He wasn’t our merch guy as much as he was our ambassador. Our band has a very loyal following that often follows us from town to town, and Craig knew everyone’s name. It was unbelievable. I’ve had countless fans come up to me telling me how Craig had touched their lives.
A fan from the Midwest came up to me Saturday. She said that she had met Craig twice, a couple of years apart, and when she saw him the second time, he asked her about her daughter Alex. She couldn’t believe it: “How could he remember from two years earlier that my daughter was named Alex?” I’ve literally heard dozens of those types of stories in the the last few days.
I’ve always been the most nocturnal one in the band, and Craig was the night owl of the crew, so very often we would be the last two up on the bus as we traveled into the night. Many a night we would be sitting in the back, listening to something loud and just hanging out, sometimes not saying a word, and sometimes having the most amazing conversations.
If you never had a conversation with Craig, it was an art form unto itself.
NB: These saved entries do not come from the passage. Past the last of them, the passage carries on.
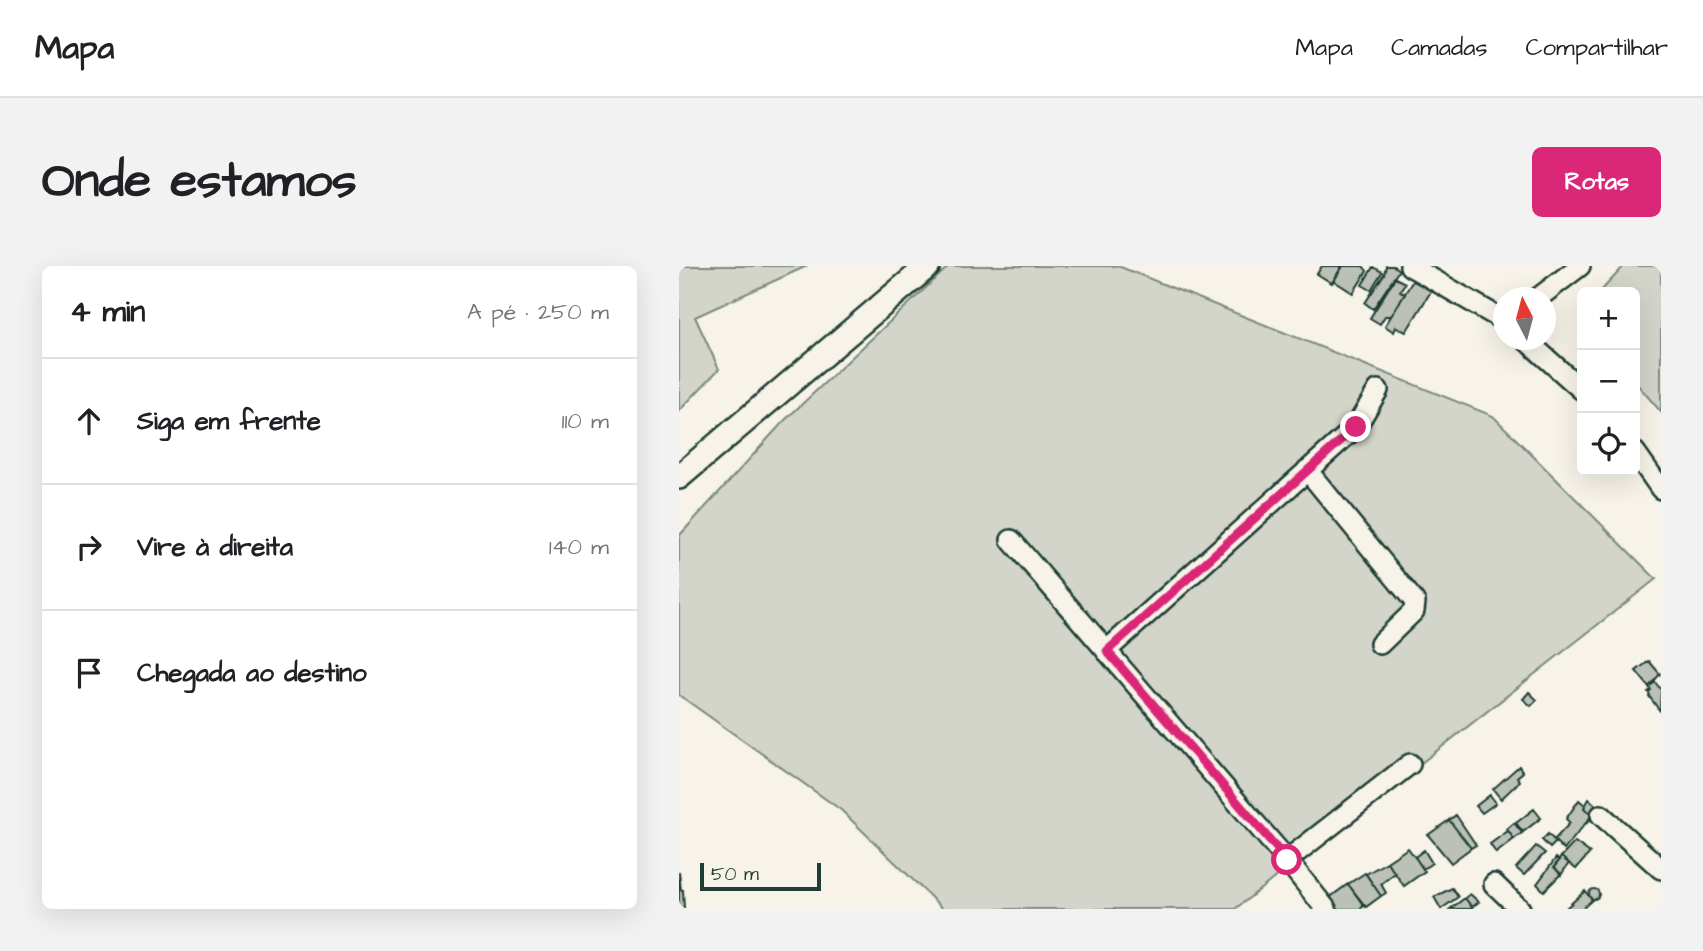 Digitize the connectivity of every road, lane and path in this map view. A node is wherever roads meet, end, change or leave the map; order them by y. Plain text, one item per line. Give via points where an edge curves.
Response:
1 (928, 266) edge
2 (1410, 266) edge
3 (1580, 266) edge
4 (1552, 287) edge
5 (1493, 314) edge
6 (1537, 350) edge
7 (1577, 386) edge
8 (1378, 390) dead end
9 (1640, 459) edge
10 (1307, 470) junction
11 (679, 477) edge
12 (1661, 489) edge
13 (1011, 540) dead end
14 (1380, 644) dead end
15 (1107, 651) junction
16 (1410, 764) dead end
17 (1601, 815) dead end
18 (1287, 860) junction
19 (1661, 869) edge
20 (1494, 884) dead end
21 (1326, 909) edge
22 (1520, 909) edge

1 - 11 main road
2 - 5 street
3 - 4 street
6 - 7 street
8 - 10 street via 1356,427
9 - 12 street
10 - 14 street via 1415,602 1414,611
10 - 15 street
13 - 15 street
15 - 18 street
16 - 18 street
17 - 19 street
18 - 21 street
20 - 22 street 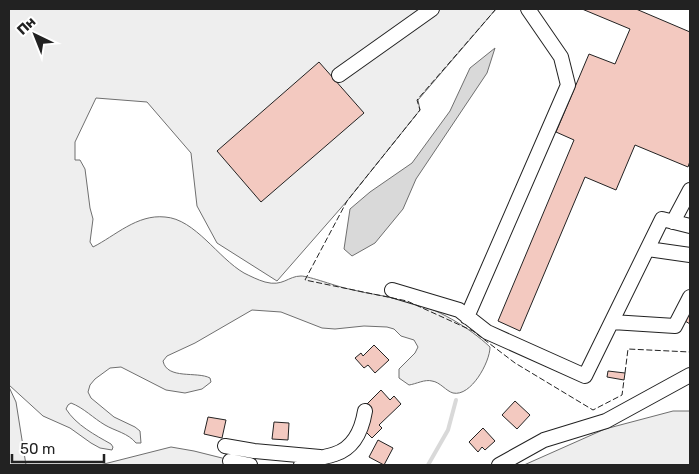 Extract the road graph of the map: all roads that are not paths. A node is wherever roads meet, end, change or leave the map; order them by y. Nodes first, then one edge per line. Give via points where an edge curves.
1 (432, 9) edge
2 (528, 9) edge
3 (339, 75) dead end
4 (690, 190) edge
5 (673, 222) junction
6 (690, 226) edge
7 (648, 249) junction
8 (690, 254) edge
9 (392, 290) dead end
10 (690, 298) edge
11 (467, 316) junction
12 (612, 322) junction
13 (690, 375) edge
14 (365, 411) dead end
15 (225, 446) dead end
16 (320, 457) junction
17 (230, 461) dead end
18 (250, 465) edge
19 (301, 465) edge
20 (499, 465) edge

1 - 3 street
2 - 11 street via 561,57 568,85
4 - 5 street
5 - 6 street
5 - 7 street via 662,219
7 - 8 street
7 - 12 street
9 - 11 street via 459,310
10 - 12 street via 675,326
11 - 12 street via 487,332 585,376
13 - 20 street via 606,421 544,440
14 - 16 street via 362,429 350,444 336,454
15 - 16 street
16 - 19 street
17 - 18 street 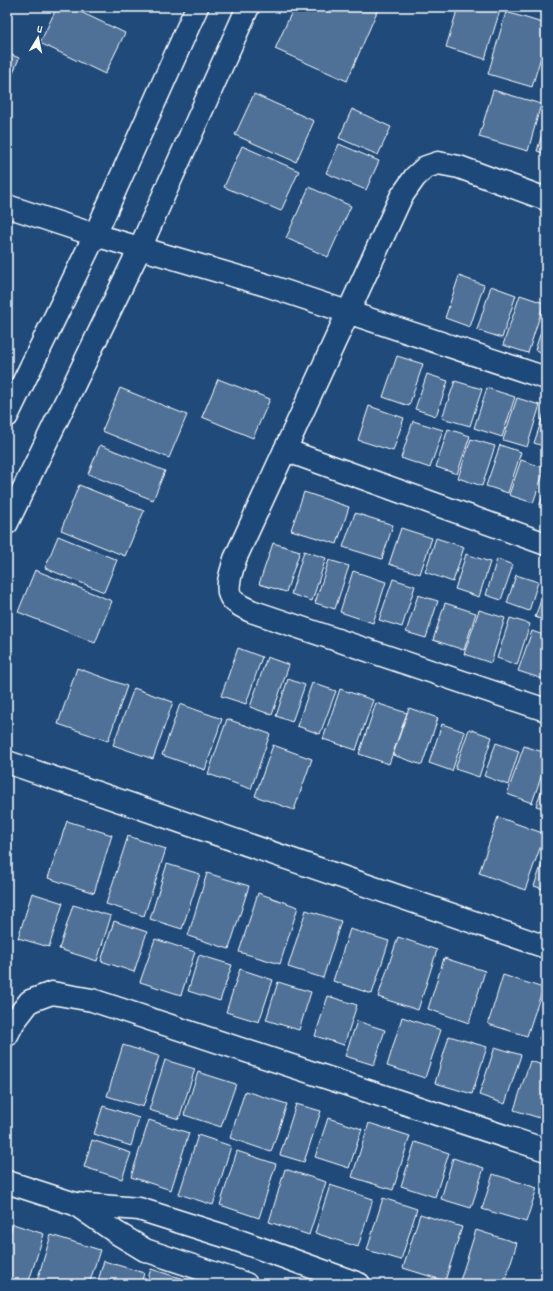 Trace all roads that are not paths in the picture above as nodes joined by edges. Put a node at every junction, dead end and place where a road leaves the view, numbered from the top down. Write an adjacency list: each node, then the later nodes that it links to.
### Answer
1 (197, 7): 5 (street)
2 (248, 7): 6 (street)
3 (546, 199): 7 (street)
4 (7, 206): 5 (street)
5 (95, 235): 6 (street); 9 (street)
6 (140, 248): 7 (street); 11 (street)
7 (347, 313): 8 (street); 10 (street)
8 (546, 378)
9 (7, 416)
10 (285, 450): 12 (street); 13 (street)
11 (7, 523)
12 (546, 544)
13 (546, 710)
14 (7, 762): 15 (street)
15 (546, 947)
16 (7, 1035): 17 (street)
17 (546, 1150)
18 (7, 1182): 19 (street)
19 (75, 1204): 20 (street); 21 (street)
20 (246, 1284)
21 (360, 1284) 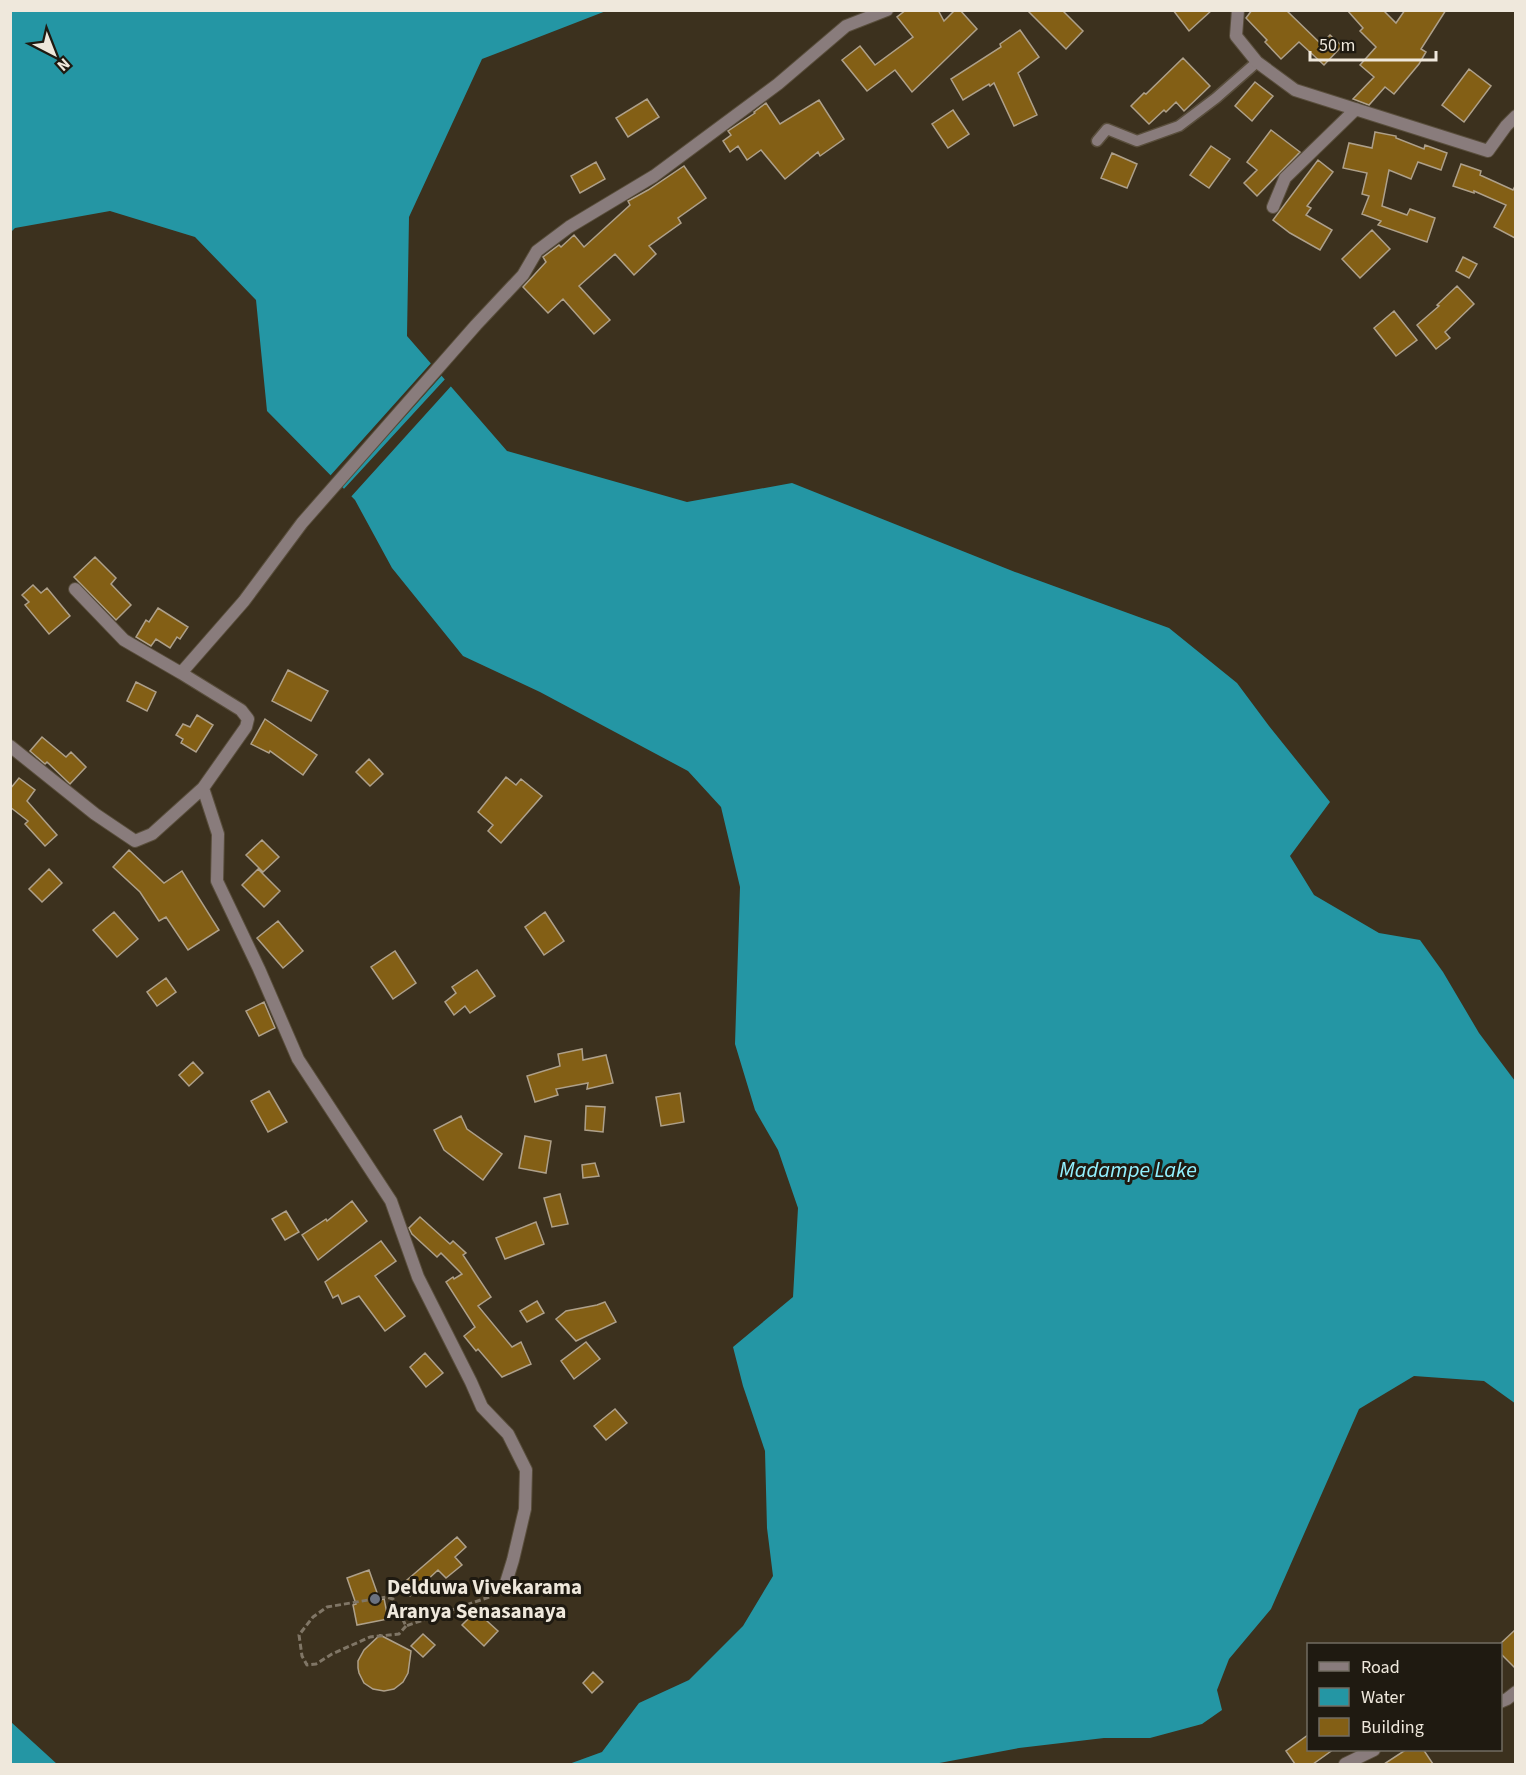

He was so unbelievably knowledgeable, yet totally inclusive, truly one of the most astoundingly interesting people I ever had the pleasure of talking to. We had hundreds of hours of deep talks about everything from art, music, food and books to movies, people and stories. My life is so much richer for the hours I spent talking to Craig, and I haven’t even begun to process that aspect of our loss.
Our band and crew are like one big, sprawling, dysfunctional family. We can fight, but are very close. We all ride together on one bus, 11 of us crammed together. Sometimes folks can get on each other’s nerves, but I can’t remember Craig ever getting on anyone’s nerves, or acknowledging anyone ever getting on his. He was always a joy.
In a bus full of really smart people, Craig was probably the smartest. An avid reader and, lately, an employee at Avid Bookshop, which was perfect. At night, you might see Craig holding court with a guitar, his crazy grey hair flying. (We called him Greythoven, a name he seemed to really embrace.) But the next day you might see him working at Avid, his hair tamed (sort of), looking positively professorial, glasses down by the tip of his nose, looking over the lenses and helping you find what you were looking for or recommending something great.
He was often my sounding board when I was writing. He was one of my most trusted sets of ears, and he could be a tough taskmaster, which I really loved and appreciated. We’re about to start a new DBT album, and I will really miss having him to bounce ideas off of.
I really wanted to write something that would be worthy of his memory, preferably something that would elicit that chuckle we all loved so much. Alas, that may have to be something I write later, as today I’m still too choked up and sad to really do him much justice.
I can say we all loved him and will miss him forever. We are all reeling from the loss of our dear friend, and we all hurt so for his beloved Melinda, who truly brought him a level of happiness, in his last couple years, that we had never seen. We can take comfort in knowing that he left us from a great place. He was infinitely creative to the end. He was very much in love, working on a book, writing songs and playing at a peak of greatness. His last night on Earth, he played an amazing set, opening for DBT as part of our crew’s band, Thundercrack. He was at his beloved 40 Watt, surrounded by close friends and doing what he loved best. He rocked hard and loud and was walking around on top of the world.